Nobunaga lui avait soudainement parlé alors qu'elle était plongée dans ses pensées.
Shizuko fut légèrement surprise par la soudaineté de cela, mais Nobunaga ne semblait pas s'en souciait et se contenant de parler calmement mais avec un regard intense.
"Je pense qu'il est temps pour toi de révéler qui tu es exactement."
"… Euh, le droit de garder le silence… vous n'avez pas de ça, hein… ?"
"Si tu refuses, alors je n'ai pas le choix. Il me faudra t'éliminer."
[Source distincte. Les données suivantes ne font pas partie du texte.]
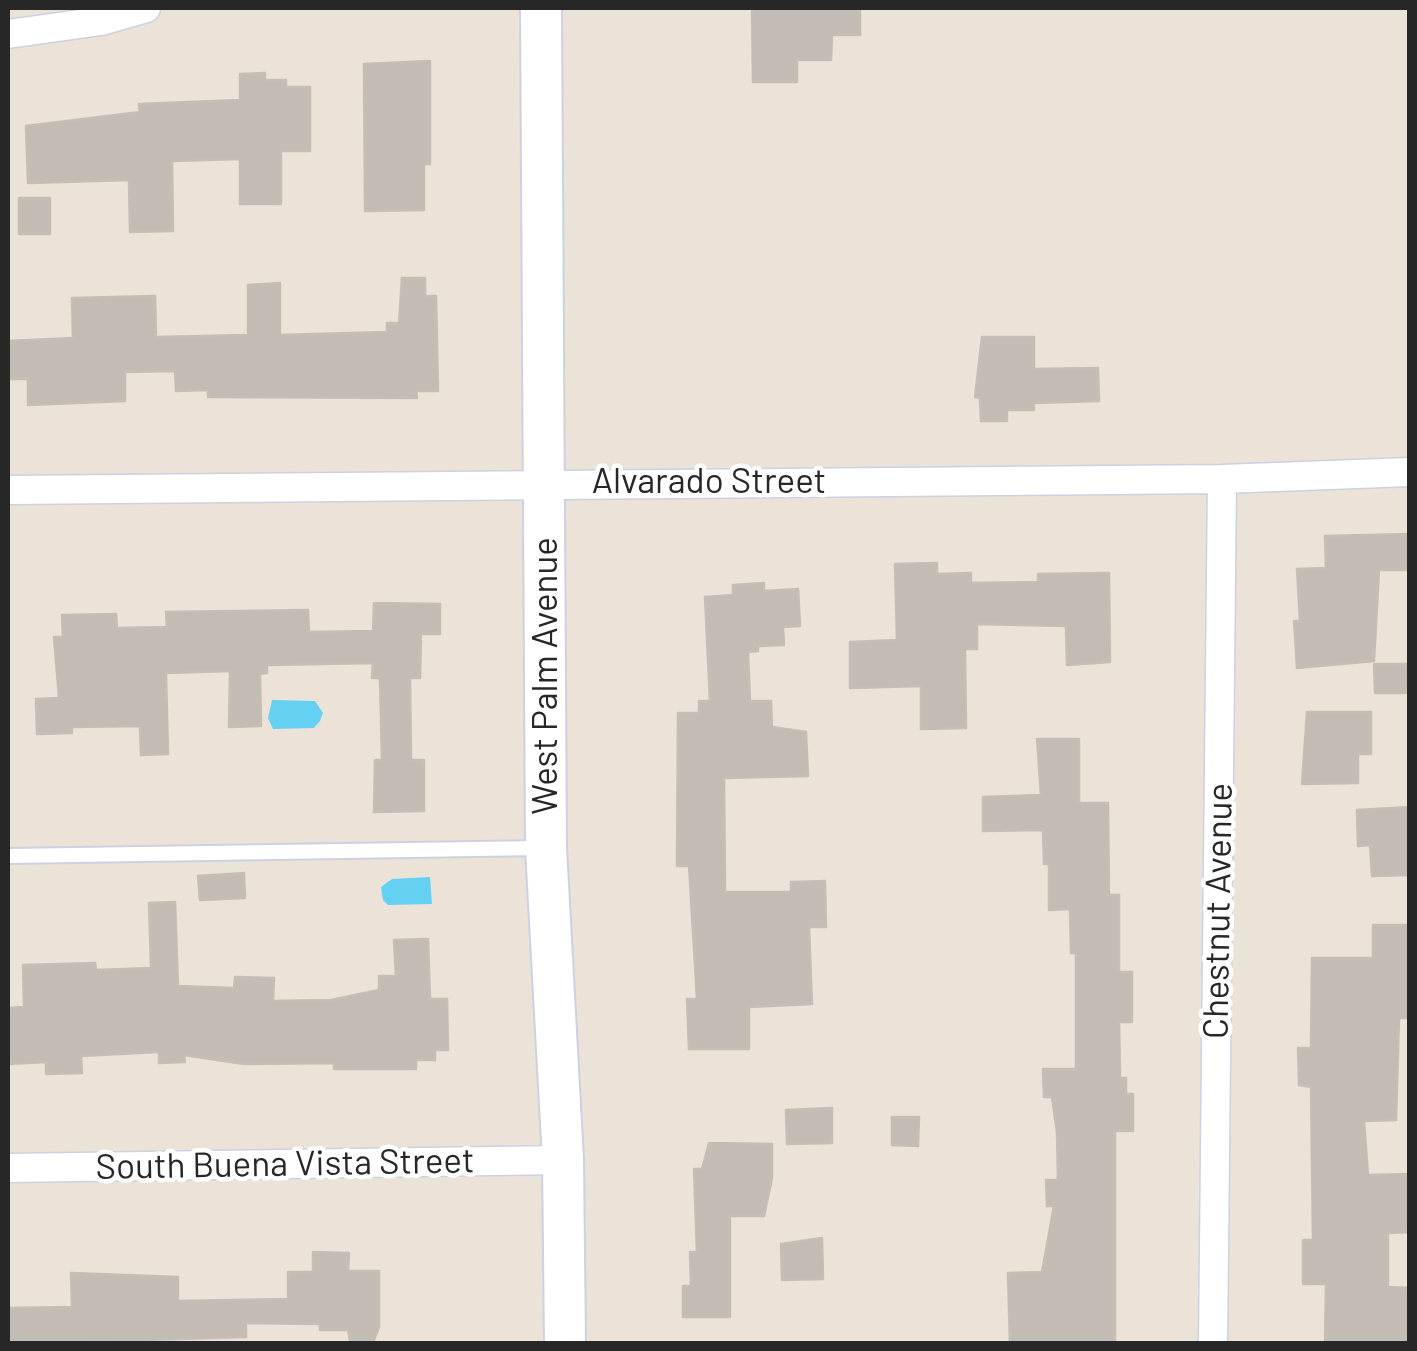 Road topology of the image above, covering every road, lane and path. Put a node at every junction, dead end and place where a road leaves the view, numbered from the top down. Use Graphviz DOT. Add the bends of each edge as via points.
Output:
graph roads {
  1 [pos="146,8"];
  2 [pos="541,8"];
  3 [pos="8,34"];
  4 [pos="1410,472"];
  5 [pos="1222,479"];
  6 [pos="545,482"];
  7 [pos="8,490"];
  8 [pos="546,848"];
  9 [pos="8,856"];
  10 [pos="563,1160"];
  11 [pos="8,1168"];
  12 [pos="564,1344"];
  13 [pos="1213,1344"];
  1 -- 3 [label="street"];
  2 -- 6 [label="street, West Palm Avenue"];
  4 -- 5 [label="street, Alvarado Street"];
  5 -- 6 [label="street, Alvarado Street"];
  5 -- 13 [label="street, Chestnut Avenue"];
  6 -- 7 [label="street, Alvarado Street"];
  6 -- 8 [label="street, West Palm Avenue"];
  8 -- 9 [label="lane"];
  8 -- 10 [label="street, West Palm Avenue"];
  10 -- 11 [label="street, South Buena Vista Street"];
  10 -- 12 [label="street, West Palm Avenue"];
} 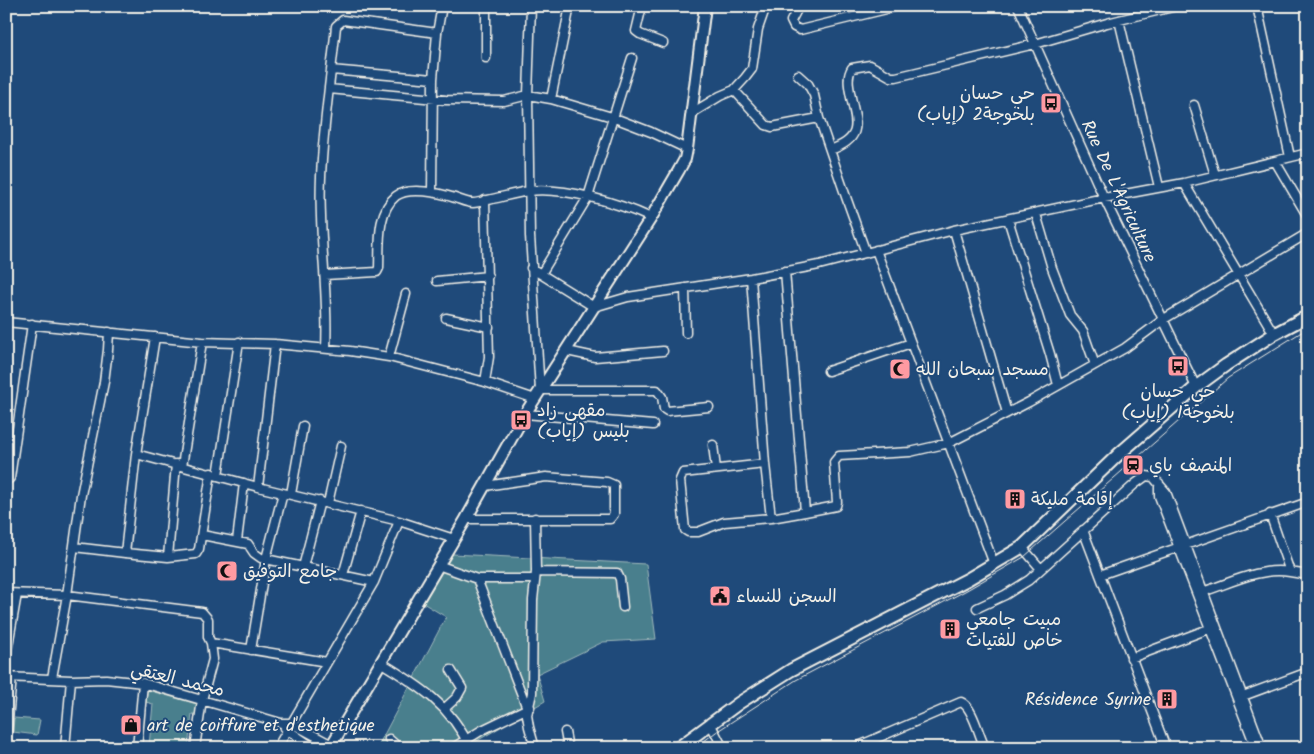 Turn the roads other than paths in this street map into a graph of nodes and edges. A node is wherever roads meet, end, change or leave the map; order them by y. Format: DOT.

Face à la question que Shizuko avait posée dans la crainte, Nobunaga avait répondu sans une once d'hésitation.
Shizuko paniqua immédiatement car elle savait qu'il ne plaisantait pas.
"(Q-Qu'est-ce que je dois ?! Si je lui dis que je viens du futur, il me prendra pour une folle… le Nanban, c'est ça ! Pour le moment, je n'ai qu'à dire que je viens du Nanban !) L-Le Nanban ! C'est ça, je viens du Nanban !"
"Hoo ? Et quand as-tu quitté le Nanban ?"
"E-Euh… à 13 ans… ?"
Au moment où Shizuko avait répondu avec détresse, les yeux de Nobunaga se resserrèrent légèrement.
Nobunaga se méfiait de Shizuko, et il le montrait en ayant une attitude facile à comprendre.
Shizuko voulait s'inventer une excuse, mais peu importe ce qu'elle aurait dit, elle aurait été incapable de le prouver.
Elle savait qu'elle n'aurait fait que creuser sa propre tombe. Alors elle ne pouvait que se taire.
"… Hmph, aucune importance. Peu importe d'où tu viens, la seule chose qui compte, c'est que tu sois exploitable. Comme je te l'ai dit la première fois, tu ne me quitteras que quand tu seras morte."
"O-Oui (il a vraiment l'air d'être prêt à me tuer si je le trahis)."
L'imagination de Shizuko était correcte, bien que ces mots avaient été dits la première fois, son cerveau n'avait pas été suffisamment calme pour en comprendre le sens ce jour-là.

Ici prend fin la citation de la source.